El desenlace es deliberadamente discreto. El extraño se marcha tan rápido como llegó y desaparece en el paisaje, sin despedida ni explicaciones. Días después, mientras el muchacho repara el vehículo accidentado con las manos manchadas de grasa, vuelve a pensar en él y siente algo difícil de nombrar: la impresión de ser observado, de que esa presencia no se ha ido del todo. Sin necesidad de anunciar nada, el texto deja instalada la intuición de que la vida del protagonista acaba de cruzarse con la de alguien que sabe más de lo que cuenta.

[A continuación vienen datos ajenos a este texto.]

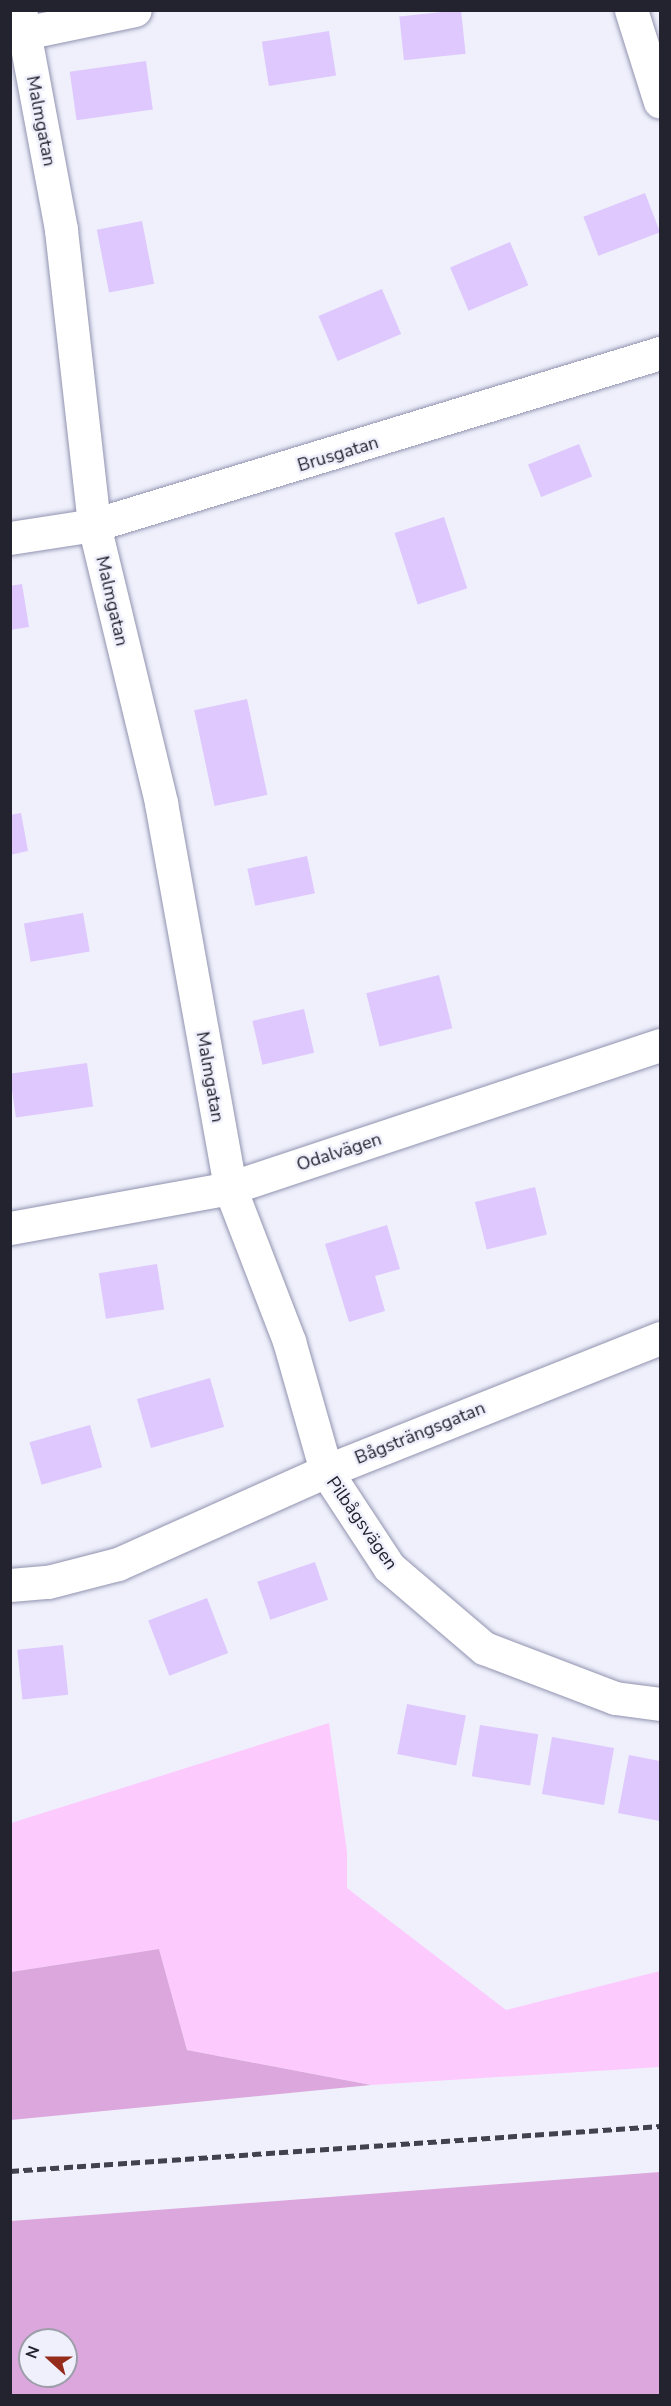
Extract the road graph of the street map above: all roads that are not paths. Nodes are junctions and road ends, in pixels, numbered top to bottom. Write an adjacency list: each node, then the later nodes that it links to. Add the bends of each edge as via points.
1 (135, 10): 3 (street)
2 (631, 10): 4 (street)
3 (22, 22): 6 (street, Malmgatan, via 61,230)
4 (660, 102)
5 (660, 354): 6 (street, Brusgatan, via 268,476)
6 (94, 525): 7 (street, Brusgatan); 9 (street, Malmgatan, via 161,803)
7 (10, 538)
8 (660, 1045): 9 (street, Odalvägen)
9 (230, 1188): 10 (street, Odalvägen); 12 (street, Pilbågsvägen, via 289,1341)
10 (10, 1228)
11 (660, 1338): 12 (street, Bågsträngsgatan)
12 (326, 1471): 13 (street, Bågsträngsgatan, via 118,1563 48,1582); 14 (street, Pilbågsvägen, via 389,1567 484,1648 615,1698)
13 (10, 1585)
14 (660, 1704)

El estilo es transparente y de frase corta, pensado para lectores jóvenes o para lectura compartida en voz alta: escenas breves, diálogos funcionales, mucha acción visual y un ritmo que encadena sustos y alivios sin detenerse en explicaciones. La ambientación —arena, cañones, criaturas de carga, chatarra reciclada— hace el trabajo pesado, y el episodio funciona a la vez como aventura autónoma y como estampa temprana de un personaje que todavía no sabe qué lo espera. La edición consultada incluye, además, una nota inicial en la que un colectivo aficionado explica que la traducción, revisión y maquetación son un trabajo amateur y sin ánimo de lucro.